Gezi vandallığından 'Gezi Adaleti’ne
Gezi davasında beraat kararı çıktı. Uzun süredir süren bu davada, sanıkların tümü aklandı. Kameraların önünde, ulusal ve uluslar arası canlı yayınlarda, cep telefonları ve hatta uydu görüntülerinden saniye saniye, kare kare kayıt altına alınmış bu olaylar silsilesi içerisinde, birisine beş kuruşluk! bir ceza verecek tek bir 'yasa dışılık' bulunmamıştır.
'Hala anlamadınız mı, mesele ağaç değil' şeklindeki tehditlere, BBC ve CNN vb. uluslar arası yayın yapan medya kuruluşlarının, 24 saat kesintisiz canlı yayın yapması ve eylemcileri destekleyip motive etmesi bile, yargı için bir anlam ifade etmemiş. Hatta aklanmaları için belge hükmüne bile geçmiş olabilir.
Anlaşılmaktadır ki, bu ülkede bazı eylemlerde bulunmak; kimi kesimler için suç ve en ağır bir şekilde cezalandırılmaktadır. Bazıları için ise kahramanlık vesilesi haline gelebilmektedir. Ve önünde eşit olduğumuz yasalarımız, aynı eylem için birilerini idam ile cezalandırırken, diğer bazılarını ise kahraman ilan ederek, bu eylemleri daha sık yapmalarını adeta teşvik etmektedir.
Bu ülkede, bir zavallı, polis aracına bir çakıl taşı atsa, bir ömür boyu zindandan, takipten ve güvenlik soruşturmalarından kurtulmadığı gibi mevcut yasalarla anasından emdiği süt burnundan getirilir. Ama beyaz, kripto ve proje olanlar ise; Gezi Vandallığı sırasında, sadece 240 polis aracını tahrip etmişlerdir. Kameralar önünde gerçekleşen bütün bu eylemlerin tek bir faali(?!) dahi tespit edilememiştir.

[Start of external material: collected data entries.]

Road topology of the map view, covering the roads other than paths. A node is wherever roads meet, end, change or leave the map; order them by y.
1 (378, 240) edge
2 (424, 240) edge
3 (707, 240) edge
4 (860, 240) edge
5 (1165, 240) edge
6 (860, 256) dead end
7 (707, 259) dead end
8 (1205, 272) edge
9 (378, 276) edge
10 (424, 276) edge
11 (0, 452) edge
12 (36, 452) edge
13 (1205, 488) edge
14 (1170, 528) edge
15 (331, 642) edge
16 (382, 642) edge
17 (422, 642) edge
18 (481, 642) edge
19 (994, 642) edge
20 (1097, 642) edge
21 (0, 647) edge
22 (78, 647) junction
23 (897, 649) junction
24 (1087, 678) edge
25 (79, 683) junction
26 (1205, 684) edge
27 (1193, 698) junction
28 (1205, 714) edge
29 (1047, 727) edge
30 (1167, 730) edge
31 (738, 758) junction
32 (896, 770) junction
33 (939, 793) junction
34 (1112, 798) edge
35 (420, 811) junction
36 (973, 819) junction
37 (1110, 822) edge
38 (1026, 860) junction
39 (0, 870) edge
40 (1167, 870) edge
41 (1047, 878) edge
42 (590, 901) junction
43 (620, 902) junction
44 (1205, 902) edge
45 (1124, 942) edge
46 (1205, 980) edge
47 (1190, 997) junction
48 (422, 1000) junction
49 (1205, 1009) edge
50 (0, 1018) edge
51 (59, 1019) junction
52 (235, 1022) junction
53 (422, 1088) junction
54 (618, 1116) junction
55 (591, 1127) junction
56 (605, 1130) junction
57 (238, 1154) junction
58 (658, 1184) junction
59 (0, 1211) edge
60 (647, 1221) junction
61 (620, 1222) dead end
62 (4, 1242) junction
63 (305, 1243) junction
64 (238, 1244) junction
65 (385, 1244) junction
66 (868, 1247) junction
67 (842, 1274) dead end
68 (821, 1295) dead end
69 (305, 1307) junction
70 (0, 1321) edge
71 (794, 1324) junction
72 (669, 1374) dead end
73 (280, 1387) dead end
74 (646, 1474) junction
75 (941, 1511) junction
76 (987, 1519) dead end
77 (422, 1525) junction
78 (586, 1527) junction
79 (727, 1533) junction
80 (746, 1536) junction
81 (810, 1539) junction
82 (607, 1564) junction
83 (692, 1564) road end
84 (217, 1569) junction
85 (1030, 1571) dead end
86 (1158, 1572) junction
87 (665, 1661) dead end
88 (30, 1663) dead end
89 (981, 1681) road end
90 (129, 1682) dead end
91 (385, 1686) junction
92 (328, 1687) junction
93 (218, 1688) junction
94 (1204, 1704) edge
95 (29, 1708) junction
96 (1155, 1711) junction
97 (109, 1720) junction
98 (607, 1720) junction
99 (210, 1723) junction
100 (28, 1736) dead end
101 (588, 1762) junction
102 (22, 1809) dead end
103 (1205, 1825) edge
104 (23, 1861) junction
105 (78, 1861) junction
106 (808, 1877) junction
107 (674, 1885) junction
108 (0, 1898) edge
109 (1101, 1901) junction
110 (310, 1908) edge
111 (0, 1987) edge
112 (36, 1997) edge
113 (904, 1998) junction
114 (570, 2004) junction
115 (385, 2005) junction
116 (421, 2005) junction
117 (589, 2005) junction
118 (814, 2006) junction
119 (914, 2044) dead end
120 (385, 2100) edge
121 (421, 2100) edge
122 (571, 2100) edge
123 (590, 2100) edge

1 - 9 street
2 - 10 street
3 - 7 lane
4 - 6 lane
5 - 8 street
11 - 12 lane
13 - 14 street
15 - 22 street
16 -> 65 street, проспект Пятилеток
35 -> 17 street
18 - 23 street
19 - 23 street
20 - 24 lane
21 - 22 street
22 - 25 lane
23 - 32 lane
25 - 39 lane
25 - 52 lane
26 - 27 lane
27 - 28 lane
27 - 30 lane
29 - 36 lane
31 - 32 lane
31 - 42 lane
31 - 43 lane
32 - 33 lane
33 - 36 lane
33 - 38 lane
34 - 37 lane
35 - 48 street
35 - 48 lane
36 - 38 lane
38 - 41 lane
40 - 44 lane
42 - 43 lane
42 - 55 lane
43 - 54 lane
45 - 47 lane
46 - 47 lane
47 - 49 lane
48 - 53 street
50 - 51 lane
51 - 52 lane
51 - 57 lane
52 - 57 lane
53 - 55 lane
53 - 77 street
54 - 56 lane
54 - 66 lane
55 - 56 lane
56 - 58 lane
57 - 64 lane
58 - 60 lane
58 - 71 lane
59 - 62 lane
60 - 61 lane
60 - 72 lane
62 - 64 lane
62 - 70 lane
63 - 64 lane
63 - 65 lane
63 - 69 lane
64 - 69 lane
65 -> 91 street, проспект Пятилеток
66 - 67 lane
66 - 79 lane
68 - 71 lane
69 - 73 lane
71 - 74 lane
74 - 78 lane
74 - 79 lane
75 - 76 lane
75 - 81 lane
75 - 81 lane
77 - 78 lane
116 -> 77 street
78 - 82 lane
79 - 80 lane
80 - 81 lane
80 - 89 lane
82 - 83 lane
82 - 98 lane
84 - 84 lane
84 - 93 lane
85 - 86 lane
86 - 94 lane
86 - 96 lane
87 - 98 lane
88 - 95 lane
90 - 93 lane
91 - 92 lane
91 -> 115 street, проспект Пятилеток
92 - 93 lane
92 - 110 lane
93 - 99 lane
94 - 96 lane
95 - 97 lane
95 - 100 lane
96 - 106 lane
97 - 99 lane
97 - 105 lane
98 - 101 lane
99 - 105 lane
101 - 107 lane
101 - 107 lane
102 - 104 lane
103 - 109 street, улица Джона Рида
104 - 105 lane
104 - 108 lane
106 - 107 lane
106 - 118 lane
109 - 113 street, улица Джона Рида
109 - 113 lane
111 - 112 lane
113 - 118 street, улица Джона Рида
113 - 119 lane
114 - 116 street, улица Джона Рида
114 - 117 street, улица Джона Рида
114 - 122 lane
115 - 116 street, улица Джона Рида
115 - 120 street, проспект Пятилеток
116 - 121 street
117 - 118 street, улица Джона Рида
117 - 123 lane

İşte 'Gezi Adaleti,' bize şunu bir kez daha gösterdi ki; bu ülkede baklava çalan çocuğa 9 yıl hapis cezası verilebilmektedir. Ama 58 kamu binası, 337 iş yeri, 90 belediye otobüsü, 214 özel araç, 240 polis aracı, 45 ambulansı tahrip edilmiş, bununla beraber kayıt altına alınamayan benzeri yüzlerce zarar ziyan durumu ise; her türlü suçu işleme ayrıcalığına sahip olanlar tarafından kameralar önünde gerçekleştirilmesine rağmen, beraat ettiler.
Aslında Gezi Vandallığı, 15 Temmuz darbesinden önceki, darbe girişimiydi. Zaten bunu, bazı kriptolar; 'hala anlmadınız mı?' şeklinde açıkça itiraf etmişlerdi. Ama bütün zorlamalar, kaos girişimlerine ve ihanet adımlarına rağmen darbe gerçekleşmedi. Gerçekleşemeyen darbenin 'B planı' olarak 17-24 Aralık operasyonu ile devam edildi. Bundan da sonuç alınmayınca 'C planı' olarak 15 Temmuz darbe girişimi karşımıza çıktı.
Maalesef Türkiye'de, darbelerin aklanması ve darbecilerin ödüllendirilmesi gibi çok kötü bir teamül oluşmuş durumdadır. 27 Mayıs, 12 Eylül ve 28 Şubat darbeleri cezalandırılmadığı gibi, bu ihanet girişiminin darbecileri de istisnasız ödüllendirilmişlerdir. 15 Temmuz ihanet girişiminde bulunanlar da, çok değil kısa bir süre sonra aklanacak ve Ergenekon ve balyoz darbe 'girişimcileri' gibi astronomik rakamlarla devletten tazminat alarak, hak ettikleri(?!!) mükafatlarını alacaklardır.
Bütün bunları 'nereden mi?' çıkarıyorum. Elbette 'Gezi Adaleti'nden. Gezi olaylarının sürecini, olaylar esnasındaki tahribatı ve bunların tamamının kayıtlı (resim, ses ve görüntüler) olmasına rağmen, beraatla sonuçlanması; yeni darbelerle yüzleşeceğimizi bize çok net olarak göstermektedir. 'Rand Corporation' herhalde canları sıkıldığı (?!) için rapor hazırlamıyor.